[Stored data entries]
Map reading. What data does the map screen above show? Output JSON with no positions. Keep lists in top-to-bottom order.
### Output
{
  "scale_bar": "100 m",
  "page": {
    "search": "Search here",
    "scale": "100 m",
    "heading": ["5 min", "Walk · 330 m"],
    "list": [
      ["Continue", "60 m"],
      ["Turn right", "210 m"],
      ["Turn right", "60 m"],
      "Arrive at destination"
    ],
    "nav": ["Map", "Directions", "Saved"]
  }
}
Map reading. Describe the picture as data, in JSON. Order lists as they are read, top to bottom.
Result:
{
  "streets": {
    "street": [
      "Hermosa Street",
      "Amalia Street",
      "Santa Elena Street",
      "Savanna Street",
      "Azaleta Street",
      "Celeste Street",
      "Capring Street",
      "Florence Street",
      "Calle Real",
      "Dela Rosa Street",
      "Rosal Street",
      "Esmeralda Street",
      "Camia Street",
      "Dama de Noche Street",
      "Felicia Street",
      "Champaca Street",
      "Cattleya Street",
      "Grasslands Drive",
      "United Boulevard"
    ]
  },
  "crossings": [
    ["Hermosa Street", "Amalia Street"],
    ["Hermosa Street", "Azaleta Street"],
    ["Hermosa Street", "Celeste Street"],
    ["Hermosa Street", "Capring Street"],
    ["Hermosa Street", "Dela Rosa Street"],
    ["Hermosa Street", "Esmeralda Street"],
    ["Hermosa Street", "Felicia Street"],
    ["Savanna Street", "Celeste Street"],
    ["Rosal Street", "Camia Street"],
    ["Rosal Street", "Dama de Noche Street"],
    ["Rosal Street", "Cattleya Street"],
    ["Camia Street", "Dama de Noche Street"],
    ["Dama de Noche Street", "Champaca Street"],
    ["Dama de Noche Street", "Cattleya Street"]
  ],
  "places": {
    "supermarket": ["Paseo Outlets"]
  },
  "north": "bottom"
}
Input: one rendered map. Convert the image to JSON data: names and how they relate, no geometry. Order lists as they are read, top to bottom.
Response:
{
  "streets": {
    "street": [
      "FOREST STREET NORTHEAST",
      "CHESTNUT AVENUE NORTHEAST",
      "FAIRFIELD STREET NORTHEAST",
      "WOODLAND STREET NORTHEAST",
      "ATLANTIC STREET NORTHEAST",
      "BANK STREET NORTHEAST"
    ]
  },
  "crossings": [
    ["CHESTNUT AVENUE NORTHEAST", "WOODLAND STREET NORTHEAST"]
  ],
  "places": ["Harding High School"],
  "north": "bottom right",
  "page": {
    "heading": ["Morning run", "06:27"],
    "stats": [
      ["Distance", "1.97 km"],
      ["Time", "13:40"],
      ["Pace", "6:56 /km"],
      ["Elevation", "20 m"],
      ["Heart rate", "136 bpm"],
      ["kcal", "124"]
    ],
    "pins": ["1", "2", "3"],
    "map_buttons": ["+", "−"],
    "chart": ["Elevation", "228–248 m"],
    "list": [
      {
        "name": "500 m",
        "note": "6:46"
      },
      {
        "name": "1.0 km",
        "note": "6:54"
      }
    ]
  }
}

■ **Task**
Write out word for word only the lines from the start of the entries down to the line with "Map reading. Describe", please, including both ends.

■ **Completed task**
Map reading. What data does the map screen above show? Output JSON with no positions. Keep lists in top-to-bottom order.
### Output
{
  "scale_bar": "100 m",
  "page": {
    "search": "Search here",
    "scale": "100 m",
    "heading": ["5 min", "Walk · 330 m"],
    "list": [
      ["Continue", "60 m"],
      ["Turn right", "210 m"],
      ["Turn right", "60 m"],
      "Arrive at destination"
    ],
    "nav": ["Map", "Directions", "Saved"]
  }
}
Map reading. Describe the picture as data, in JSON. Order lists as they are read, top to bottom.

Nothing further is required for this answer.